これからの新築住宅には、完成時の快適さだけでなく、次のような視点が必要です。

  • 家族が減っても使いやすい広さ
  • 高齢になっても移動しやすい間取り
  • 修繕しながら長く使える構造
  • 点検や改修の履歴を残す仕組み
  • 売却や賃貸を選びやすい立地
  • 子どもが引き継がない場合の出口
  • 所有者が変わっても使い続けられる性能

国も、既存住宅を取得・流通・管理の各段階で活用し、新築住宅と既存住宅のどちらも選べる市場づくりを検討しています。

これからは、新築か中古かの二者択一ではありません。新築住宅を長く使える資産として建てること。使える空き家は改修して次へつなぐこと。役割を終えた住宅は、適切に解体や土地活用へ進めること。住宅の入口と出口を一つの流れとして考える必要があります。

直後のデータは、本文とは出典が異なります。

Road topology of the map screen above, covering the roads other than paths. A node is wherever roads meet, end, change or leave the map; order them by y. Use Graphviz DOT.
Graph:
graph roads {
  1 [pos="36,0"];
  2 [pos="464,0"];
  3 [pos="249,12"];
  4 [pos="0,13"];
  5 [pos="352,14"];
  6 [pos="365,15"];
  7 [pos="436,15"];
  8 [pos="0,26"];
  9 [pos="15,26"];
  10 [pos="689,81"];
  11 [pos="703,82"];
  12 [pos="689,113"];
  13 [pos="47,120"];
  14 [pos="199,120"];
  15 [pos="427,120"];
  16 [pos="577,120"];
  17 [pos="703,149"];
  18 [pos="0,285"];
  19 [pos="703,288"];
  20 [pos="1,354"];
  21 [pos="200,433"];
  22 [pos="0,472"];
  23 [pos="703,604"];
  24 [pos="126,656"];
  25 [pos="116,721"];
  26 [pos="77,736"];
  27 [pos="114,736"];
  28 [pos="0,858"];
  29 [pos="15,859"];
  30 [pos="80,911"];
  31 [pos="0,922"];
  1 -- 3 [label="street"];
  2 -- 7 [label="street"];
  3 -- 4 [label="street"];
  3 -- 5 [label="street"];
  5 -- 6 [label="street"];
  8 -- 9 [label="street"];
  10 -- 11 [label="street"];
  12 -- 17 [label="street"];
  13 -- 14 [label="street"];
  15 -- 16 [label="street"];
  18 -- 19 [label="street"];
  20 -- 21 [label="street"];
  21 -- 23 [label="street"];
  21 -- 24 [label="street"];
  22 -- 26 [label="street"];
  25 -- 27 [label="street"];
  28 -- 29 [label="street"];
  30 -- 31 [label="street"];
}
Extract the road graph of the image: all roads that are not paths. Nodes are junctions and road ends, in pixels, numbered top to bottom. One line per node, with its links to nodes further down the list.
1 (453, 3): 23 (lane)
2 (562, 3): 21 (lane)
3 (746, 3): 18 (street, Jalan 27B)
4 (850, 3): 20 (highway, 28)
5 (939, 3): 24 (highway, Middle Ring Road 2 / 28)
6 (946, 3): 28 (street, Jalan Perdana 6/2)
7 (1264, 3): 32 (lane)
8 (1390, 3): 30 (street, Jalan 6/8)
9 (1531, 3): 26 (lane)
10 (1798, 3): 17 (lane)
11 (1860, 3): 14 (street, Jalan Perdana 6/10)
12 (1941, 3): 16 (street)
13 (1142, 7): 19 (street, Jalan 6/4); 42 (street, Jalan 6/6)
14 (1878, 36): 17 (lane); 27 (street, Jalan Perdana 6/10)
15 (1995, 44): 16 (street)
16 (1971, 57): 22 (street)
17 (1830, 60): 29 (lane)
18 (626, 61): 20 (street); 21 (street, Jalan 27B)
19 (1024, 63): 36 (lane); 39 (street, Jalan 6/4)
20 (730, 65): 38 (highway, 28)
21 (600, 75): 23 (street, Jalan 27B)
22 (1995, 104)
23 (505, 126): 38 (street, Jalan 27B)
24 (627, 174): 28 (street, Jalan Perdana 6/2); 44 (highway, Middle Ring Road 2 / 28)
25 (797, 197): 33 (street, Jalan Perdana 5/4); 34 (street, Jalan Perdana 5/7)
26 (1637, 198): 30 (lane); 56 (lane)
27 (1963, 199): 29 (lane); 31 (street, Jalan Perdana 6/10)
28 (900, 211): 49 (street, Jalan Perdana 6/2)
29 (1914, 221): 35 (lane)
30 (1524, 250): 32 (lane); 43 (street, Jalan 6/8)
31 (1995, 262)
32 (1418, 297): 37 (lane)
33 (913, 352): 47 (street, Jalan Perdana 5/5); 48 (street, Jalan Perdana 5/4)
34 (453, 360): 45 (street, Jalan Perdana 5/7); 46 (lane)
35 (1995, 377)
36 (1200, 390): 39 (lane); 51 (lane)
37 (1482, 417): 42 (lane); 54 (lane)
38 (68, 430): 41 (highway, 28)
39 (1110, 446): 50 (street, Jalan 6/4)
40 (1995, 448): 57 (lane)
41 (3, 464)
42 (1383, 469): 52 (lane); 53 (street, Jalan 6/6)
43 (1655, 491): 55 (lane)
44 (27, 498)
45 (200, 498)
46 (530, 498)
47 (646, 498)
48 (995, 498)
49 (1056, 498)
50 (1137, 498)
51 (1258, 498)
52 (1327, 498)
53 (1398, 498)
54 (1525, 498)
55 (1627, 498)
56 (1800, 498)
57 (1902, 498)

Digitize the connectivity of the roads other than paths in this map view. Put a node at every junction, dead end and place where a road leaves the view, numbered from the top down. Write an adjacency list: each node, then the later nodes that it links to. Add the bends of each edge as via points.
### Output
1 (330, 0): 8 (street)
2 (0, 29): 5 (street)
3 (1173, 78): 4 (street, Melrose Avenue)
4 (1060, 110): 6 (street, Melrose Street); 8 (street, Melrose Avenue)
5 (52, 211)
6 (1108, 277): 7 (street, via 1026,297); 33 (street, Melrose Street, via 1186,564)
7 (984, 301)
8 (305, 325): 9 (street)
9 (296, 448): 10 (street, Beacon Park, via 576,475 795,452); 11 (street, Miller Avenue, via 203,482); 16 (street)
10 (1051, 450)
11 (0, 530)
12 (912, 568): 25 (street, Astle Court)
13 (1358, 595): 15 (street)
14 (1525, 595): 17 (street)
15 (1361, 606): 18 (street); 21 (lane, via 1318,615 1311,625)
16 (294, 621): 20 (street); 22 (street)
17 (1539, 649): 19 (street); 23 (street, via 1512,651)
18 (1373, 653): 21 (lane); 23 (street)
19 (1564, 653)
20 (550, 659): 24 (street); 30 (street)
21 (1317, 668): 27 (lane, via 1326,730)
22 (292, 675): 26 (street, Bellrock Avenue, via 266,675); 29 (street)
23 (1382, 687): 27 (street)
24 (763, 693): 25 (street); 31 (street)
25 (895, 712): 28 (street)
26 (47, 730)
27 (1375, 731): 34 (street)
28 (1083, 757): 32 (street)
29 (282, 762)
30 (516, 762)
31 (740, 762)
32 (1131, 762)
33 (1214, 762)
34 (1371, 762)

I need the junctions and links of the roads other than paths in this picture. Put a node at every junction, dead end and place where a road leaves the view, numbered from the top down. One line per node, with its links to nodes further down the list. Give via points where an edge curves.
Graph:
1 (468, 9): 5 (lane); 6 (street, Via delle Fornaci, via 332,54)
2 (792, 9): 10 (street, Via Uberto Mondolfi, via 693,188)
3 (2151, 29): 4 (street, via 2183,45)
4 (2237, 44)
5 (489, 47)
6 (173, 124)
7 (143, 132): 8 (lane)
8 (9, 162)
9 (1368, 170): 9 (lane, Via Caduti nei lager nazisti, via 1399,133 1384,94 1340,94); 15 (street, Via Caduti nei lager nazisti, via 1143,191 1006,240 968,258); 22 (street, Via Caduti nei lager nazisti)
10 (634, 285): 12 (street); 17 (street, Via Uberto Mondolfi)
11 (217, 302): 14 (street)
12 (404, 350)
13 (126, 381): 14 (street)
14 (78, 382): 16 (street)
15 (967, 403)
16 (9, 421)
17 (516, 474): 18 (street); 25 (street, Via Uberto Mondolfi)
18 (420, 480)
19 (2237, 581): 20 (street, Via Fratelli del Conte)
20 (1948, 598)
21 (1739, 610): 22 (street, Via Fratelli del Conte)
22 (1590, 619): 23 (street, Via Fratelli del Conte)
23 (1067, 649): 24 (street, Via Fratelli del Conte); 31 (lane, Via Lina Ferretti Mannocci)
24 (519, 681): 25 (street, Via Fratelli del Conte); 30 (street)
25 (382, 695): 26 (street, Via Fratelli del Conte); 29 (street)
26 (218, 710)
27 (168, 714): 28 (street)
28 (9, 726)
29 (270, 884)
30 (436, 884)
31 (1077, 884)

日本では、住宅数が世帯数を上回り、空き家も900万戸を超えています。

それでも新築住宅が必要とされるのは、空き家のすべてが、必要な場所にある安全で利用可能な住宅ではないからです。

空き家が多いから新築をやめる。

古いからすべて建て替える。

どちらも単純すぎる考え方です。

大切なのは、使える住宅を見極め、次の人へつなぐこと。そして、新しく建てる住宅を将来の空き家にしないことです。

これからの家づくりでは、

「どのような家を建てるか」だけでなく、「家族が住まなくなった後、その家をどう引き継ぐか」まで考える必要があります。家をつくることと、最後まで活かし切ること。その両方が、新築戸建ての価値を決める時代に入っています。